## MATERIALS PROVIDED

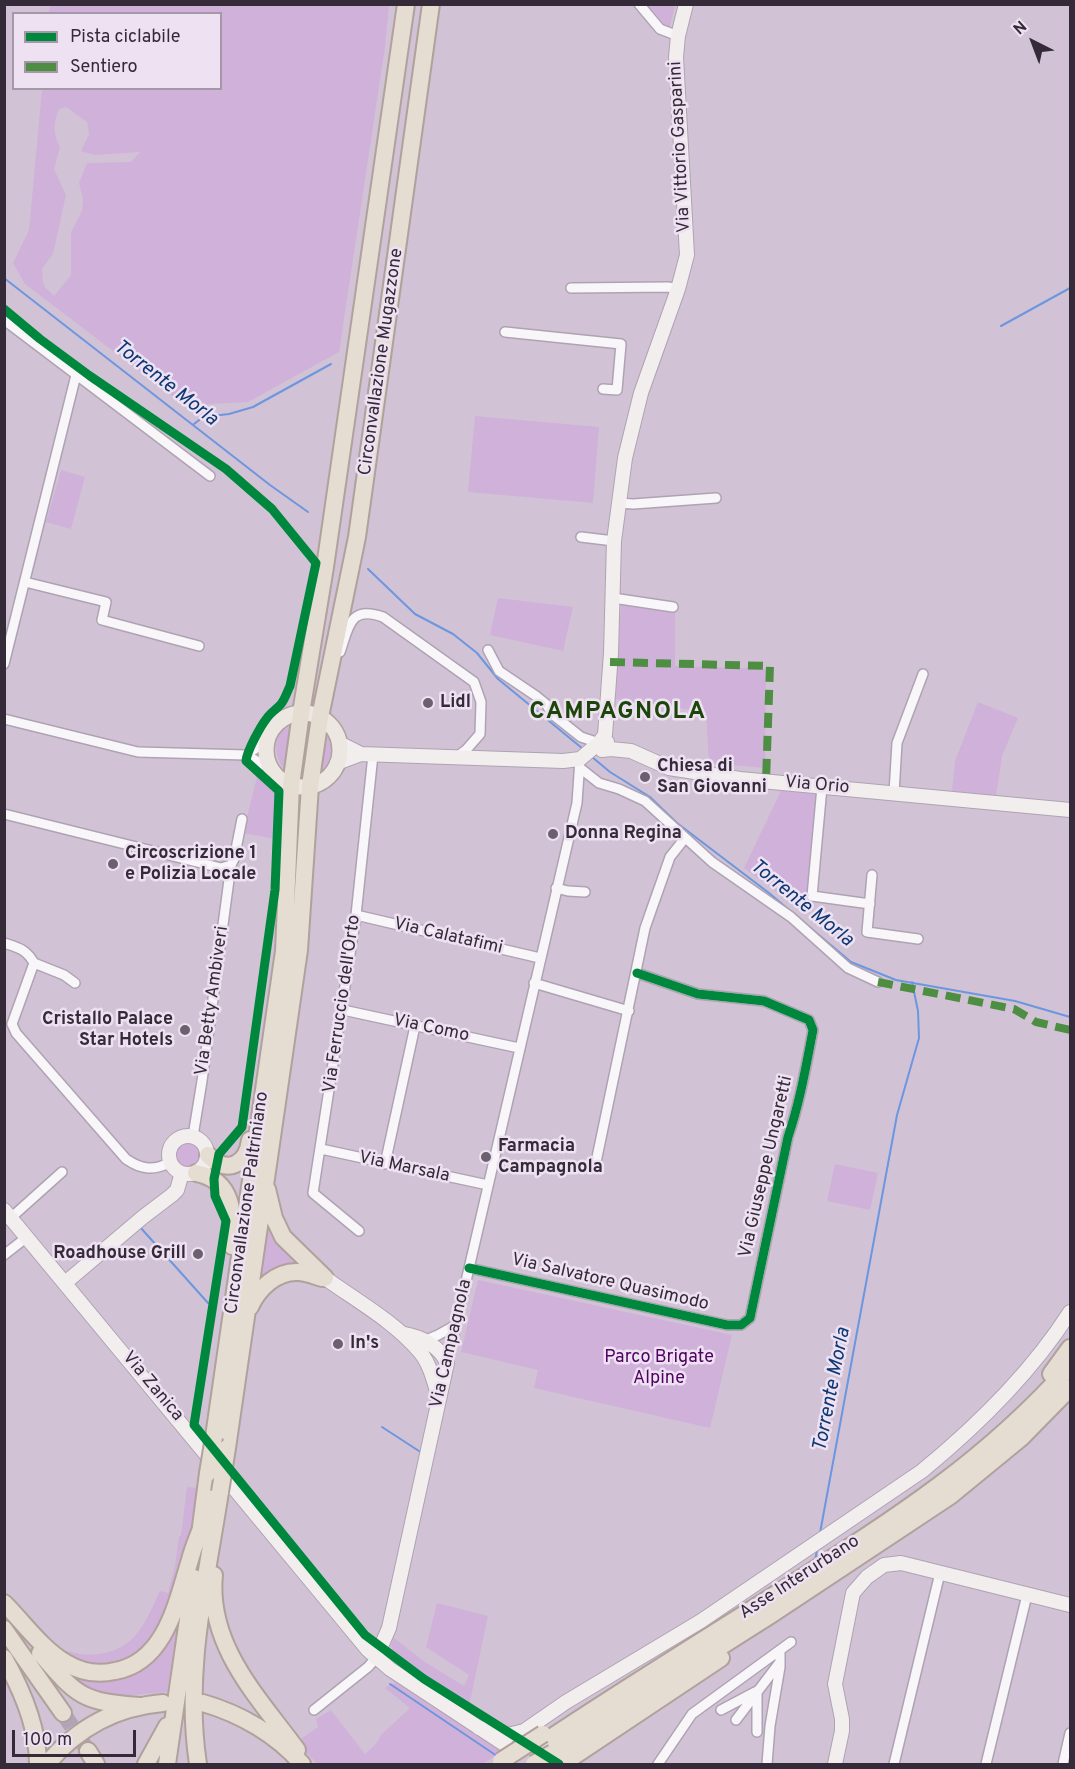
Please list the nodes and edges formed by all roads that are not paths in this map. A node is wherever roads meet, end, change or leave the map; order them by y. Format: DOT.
graph roads {
  1 [pos="396,4"];
  2 [pos="406,4"];
  3 [pos="431,4"];
  4 [pos="639,4"];
  5 [pos="686,4"];
  6 [pos="678,36"];
  7 [pos="396,69"];
  8 [pos="571,288"];
  9 [pos="678,289"];
  10 [pos="4,320"];
  11 [pos="505,332"];
  12 [pos="76,375"];
  13 [pos="603,389"];
  14 [pos="210,476"];
  15 [pos="716,498"];
  16 [pos="619,503"];
  17 [pos="581,537"];
  18 [pos="614,541"];
  19 [pos="25,582"];
  20 [pos="613,598"];
  21 [pos="673,607"];
  22 [pos="199,646"];
  23 [pos="488,650"];
  24 [pos="4,664"];
  25 [pos="923,674"];
  26 [pos="327,681"];
  27 [pos="301,713"];
  28 [pos="320,717"];
  29 [pos="4,719"];
  30 [pos="269,734"];
  31 [pos="339,743"];
  32 [pos="592,754"];
  33 [pos="246,755"];
  34 [pos="367,755"];
  35 [pos="454,758"];
  36 [pos="337,763"];
  37 [pos="271,769"];
  38 [pos="291,784"];
  39 [pos="310,786"];
  40 [pos="822,787"];
  41 [pos="894,793"];
  42 [pos="1071,810"];
  43 [pos="4,814"];
  44 [pos="242,819"];
  45 [pos="685,838"];
  46 [pos="231,865"];
  47 [pos="872,875"];
  48 [pos="556,888"];
  49 [pos="585,892"];
  50 [pos="870,904"];
  51 [pos="356,915"];
  52 [pos="918,939"];
  53 [pos="4,943"];
  54 [pos="540,958"];
  55 [pos="33,963"];
  56 [pos="281,972"];
  57 [pos="637,973"];
  58 [pos="878,982"];
  59 [pos="75,983"];
  60 [pos="534,983"];
  61 [pos="343,1010"];
  62 [pos="629,1011"];
  63 [pos="415,1026"];
  64 [pos="519,1048"];
  65 [pos="193,1136"];
  66 [pos="321,1149"];
  67 [pos="208,1155"];
  68 [pos="171,1162"];
  69 [pos="596,1162"];
  70 [pos="385,1164"];
  71 [pos="62,1172"];
  72 [pos="189,1173"];
  73 [pos="264,1179"];
  74 [pos="488,1185"];
  75 [pos="7,1213"];
  76 [pos="359,1231"];
  77 [pos="27,1237"];
  78 [pos="4,1255"];
  79 [pos="469,1268"];
  80 [pos="325,1278"];
  81 [pos="65,1283"];
  82 [pos="1071,1312"];
  83 [pos="239,1315"];
  84 [pos="744,1324"];
  85 [pos="456,1325"];
  86 [pos="422,1346"];
  87 [pos="1071,1348"];
  88 [pos="447,1363"];
  89 [pos="1071,1366"];
  90 [pos="1071,1388"];
  91 [pos="439,1397"];
  92 [pos="221,1442"];
  93 [pos="208,1527"];
  94 [pos="860,1540"];
  95 [pos="940,1573"];
  96 [pos="1027,1595"];
  97 [pos="4,1603"];
  98 [pos="1071,1605"];
  99 [pos="4,1611"];
  100 [pos="772,1614"];
  101 [pos="4,1629"];
  102 [pos="4,1639"];
  103 [pos="791,1642"];
  104 [pos="780,1651"];
  105 [pos="4,1658"];
  106 [pos="376,1658"];
  107 [pos="780,1662"];
  108 [pos="46,1689"];
  109 [pos="757,1690"];
  110 [pos="191,1695"];
  111 [pos="163,1703"];
  112 [pos="140,1706"];
  113 [pos="314,1710"];
  114 [pos="721,1710"];
  115 [pos="63,1713"];
  116 [pos="736,1720"];
  117 [pos="478,1728"];
  118 [pos="757,1732"];
  119 [pos="1071,1733"];
  120 [pos="554,1753"];
  121 [pos="300,1757"];
  122 [pos="503,1759"];
  123 [pos="38,1764"];
  124 [pos="47,1764"];
  125 [pos="146,1764"];
  126 [pos="167,1764"];
  127 [pos="198,1764"];
  128 [pos="205,1764"];
  129 [pos="312,1764"];
  130 [pos="534,1764"];
  131 [pos="658,1764"];
  132 [pos="767,1764"];
  133 [pos="835,1764"];
  134 [pos="894,1764"];
  135 [pos="986,1764"];
  136 [pos="1063,1764"];
  1 -- 7 [label="highway"];
  2 -- 7 [label="highway, Circonvallazione Mugazzone"];
  3 -- 26 [label="highway, Circonvallazione Mugazzone"];
  4 -- 6 [label="street"];
  5 -- 6 [label="main road, Via Vittorio Gasparini"];
  6 -- 9 [label="main road, Via Vittorio Gasparini"];
  7 -- 27 [label="highway, Circonvallazione Mugazzone"];
  8 -- 9 [label="street"];
  9 -- 16 [label="main road, Via Vittorio Gasparini"];
  10 -- 12 [label="street"];
  11 -- 13 [label="street"];
  12 -- 14 [label="street"];
  12 -- 19 [label="street"];
  15 -- 16 [label="street"];
  16 -- 18 [label="main road, Via Vittorio Gasparini"];
  17 -- 18 [label="street"];
  18 -- 20 [label="main road, Via Vittorio Gasparini"];
  19 -- 22 [label="street"];
  19 -- 24 [label="street"];
  20 -- 21 [label="street"];
  20 -- 32 [label="main road, Via Vittorio Gasparini"];
  23 -- 32 [label="street"];
  25 -- 41 [label="street"];
  26 -- 28 [label="highway, Circonvallazione Mugazzone"];
  26 -- 35 [label="street"];
  27 -- 28 [label="main road"];
  27 -- 30 [label="main road"];
  27 -- 38 [label="highway, Circonvallazione Paltriniano"];
  28 -- 31 [label="main road"];
  28 -- 39 [label="highway, Circonvallazione Paltriniano"];
  29 -- 33 [label="street"];
  30 -- 33 [label="street"];
  30 -- 37 [label="main road"];
  31 -- 34 [label="main road"];
  31 -- 36 [label="main road"];
  32 -- 35 [label="main road"];
  32 -- 40 [label="main road, Via Orio"];
  32 -- 45 [label="street"];
  32 -- 48 [label="street, Via Campagnola"];
  33 -- 37 [label="street"];
  34 -- 35 [label="main road"];
  34 -- 36 [label="main road"];
  34 -- 51 [label="street, Via Ferruccio dell'Orto"];
  36 -- 39 [label="main road"];
  37 -- 38 [label="main road"];
  38 -- 39 [label="main road"];
  38 -- 56 [label="highway, Circonvallazione Paltriniano"];
  39 -- 73 [label="highway, Circonvallazione Paltriniano"];
  40 -- 41 [label="main road, Via Orio"];
  40 -- 50 [label="street"];
  41 -- 42 [label="main road, Via Orio"];
  43 -- 46 [label="street"];
  44 -- 46 [label="street, Via Betty Ambiveri"];
  45 -- 57 [label="street"];
  45 -- 58 [label="street"];
  46 -- 65 [label="street, Via Betty Ambiveri"];
  47 -- 50 [label="street"];
  48 -- 49 [label="street"];
  48 -- 54 [label="street, Via Campagnola"];
  50 -- 52 [label="street"];
  51 -- 54 [label="street, Via Calatafimi"];
  51 -- 61 [label="street, Via Ferruccio dell'Orto"];
  53 -- 55 [label="street"];
  54 -- 60 [label="street, Via Campagnola"];
  55 -- 59 [label="street"];
  55 -- 68 [label="street"];
  56 -- 67 [label="highway"];
  56 -- 83 [label="highway, Circonvallazione Paltriniano"];
  57 -- 62 [label="street"];
  57 -- 84 [label="street, Via Giuseppe Ungaretti"];
  60 -- 62 [label="street"];
  60 -- 64 [label="street, Via Campagnola"];
  61 -- 63 [label="street, Via Como"];
  61 -- 66 [label="street, Via Ferruccio dell'Orto"];
  62 -- 69 [label="street"];
  63 -- 64 [label="street, Via Como"];
  63 -- 70 [label="street"];
  64 -- 74 [label="street, Via Campagnola"];
  65 -- 67 [label="main road"];
  65 -- 68 [label="main road"];
  66 -- 70 [label="street, Via Marsala"];
  66 -- 76 [label="street, Via Ferruccio dell'Orto"];
  67 -- 72 [label="main road"];
  68 -- 72 [label="main road"];
  70 -- 74 [label="street, Via Marsala"];
  71 -- 75 [label="street, Via Zanica"];
  72 -- 81 [label="main road"];
  72 -- 83 [label="highway"];
  73 -- 80 [label="highway"];
  73 -- 83 [label="highway, Circonvallazione Paltriniano"];
  74 -- 79 [label="street, Via Campagnola"];
  75 -- 77 [label="main road, Via Zanica"];
  77 -- 78 [label="street"];
  77 -- 81 [label="main road, Via Zanica"];
  79 -- 84 [label="street, Via Salvatore Quasimodo"];
  79 -- 85 [label="street, Via Campagnola"];
  80 -- 83 [label="highway"];
  80 -- 86 [label="main road"];
  81 -- 106 [label="main road, Via Zanica"];
  82 -- 117 [label="main road"];
  83 -- 92 [label="highway, Circonvallazione Paltriniano"];
  85 -- 86 [label="street"];
  85 -- 88 [label="street, Via Campagnola"];
  86 -- 88 [label="main road"];
  86 -- 91 [label="main road"];
  87 -- 94 [label="highway"];
  88 -- 91 [label="main road, Via Campagnola"];
  89 -- 94 [label="highway, Asse Interurbano"];
  90 -- 100 [label="highway, Asse Interurbano"];
  91 -- 106 [label="main road, Via Campagnola"];
  92 -- 93 [label="highway, Circonvallazione Paltriniano, bridge"];
  92 -- 93 [label="highway, Circonvallazione Paltriniano, bridge"];
  93 -- 97 [label="highway"];
  93 -- 110 [label="highway, Circonvallazione Paltriniano"];
  93 -- 121 [label="highway"];
  94 -- 120 [label="highway, Asse Interurbano"];
  95 -- 96 [label="main road"];
  95 -- 133 [label="main road"];
  95 -- 134 [label="street"];
  96 -- 98 [label="main road"];
  96 -- 135 [label="street"];
  99 -- 112 [label="highway"];
  100 -- 120 [label="highway, Asse Interurbano"];
  100 -- 120 [label="highway"];
  101 -- 108 [label="highway"];
  102 -- 108 [label="highway"];
  103 -- 104 [label="street"];
  104 -- 107 [label="street"];
  104 -- 131 [label="street"];
  105 -- 123 [label="highway"];
  106 -- 113 [label="street"];
  106 -- 117 [label="main road, Via Zanica"];
  107 -- 109 [label="street"];
  107 -- 132 [label="street"];
  108 -- 115 [label="highway"];
  109 -- 114 [label="street"];
  109 -- 116 [label="street"];
  109 -- 118 [label="street"];
  110 -- 121 [label="highway"];
  110 -- 125 [label="highway"];
  110 -- 126 [label="highway"];
  110 -- 127 [label="highway"];
  110 -- 128 [label="highway"];
  111 -- 112 [label="highway"];
  112 -- 124 [label="highway"];
  117 -- 122 [label="main road, Via Zanica"];
  119 -- 136 [label="street"];
  120 -- 122 [label="highway, Asse Interurbano"];
  120 -- 130 [label="highway, Asse Interurbano, bridge"];
  121 -- 129 [label="highway"];
}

## YOUR TASK
For every line above that has "dell" in it, copy the line.

## YOUR RESPONSE
  34 -- 51 [label="street, Via Ferruccio dell'Orto"];
  51 -- 61 [label="street, Via Ferruccio dell'Orto"];
  61 -- 66 [label="street, Via Ferruccio dell'Orto"];
  66 -- 76 [label="street, Via Ferruccio dell'Orto"];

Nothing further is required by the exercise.